He went to help Cat but she shrugged him off. “I’ve got this,” she said from under the brim of her hat as she pulled back on the rod, “Go help dumb and dumber.”
Billy nodded and helped the cousins pull in first one tuna and then the other. Both had brought in a big-eye like the one Billy had caught, only larger. At least a hundred pounds each. All three of the men helped Cat pull in her fish and their help, although unwanted, was needed.
When she finally brought the leviathan to the surface, she smiled and looked at the men with a laugh. On the other end of her Penn was a giant yellow-fin tuna, twice as big as the largest fish they had caught. The animal was beautiful as its slick silver, blue, and yellow streaked body broke the water.
“Guess I had to show you guys how it was done, eh?” Cat smirked.
««—»»
Billy ran up four white tuna catch flags from his outrigger as he turned the
Fooly Involved
back towards shore before lunch. The practice had been followed by charter captains for almost a hundred years and he wanted to proudly show off his ‘laundry list’ for everyone to see as he came back to the marina with the bacon.
“Everyone is gonna shit when they see what we got,” Cat smiled as she held her hat on into the wind.
“You think that yellow fin is a record?” one of the cousins asked.
Billy shrugged, “Who knows, if it is I’ll be sure to call the game wardens and get it certified, maybe take everyone’s picture with it and get in a magazine,” he joked.
He charted a course back through the shallows as the fastest way back home. He did not want to fool around 30-miles off shore any more than he had to these days. There had been all sorts of rumors floating around the docks as to what was out at sea since the outbreak. Of course, every rumor got more wild and outlandish with added information, but such is the world.
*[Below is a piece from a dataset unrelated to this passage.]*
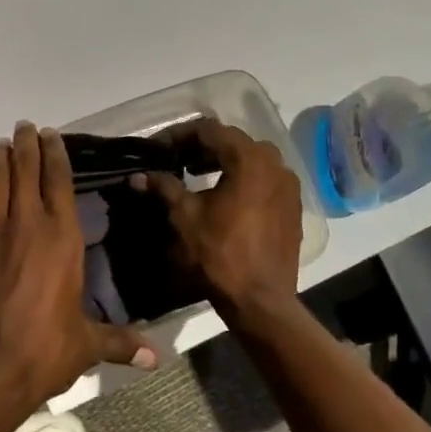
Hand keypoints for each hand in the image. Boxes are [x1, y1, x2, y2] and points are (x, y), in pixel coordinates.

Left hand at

While still fifteen miles off the coast of Alabama, Billy made out Sparkman Reef, a shallow water atoll that was largely awash during most of the year but offered a nice little anchorage for boaters in the middle of nowhere to moor and get some swimming and light tackle reef fishing in. Billy knew the waters were a favorite for spear divers and those seeking to get away from everything. With that in mind, the number of boats moored along the little reef still took him aback.
“Get me the binoculars from the cabin,” he said to Cat as he turned toward the anchorage.
She retrieved the yellow rubber-coated marine optics and handed them over to her father.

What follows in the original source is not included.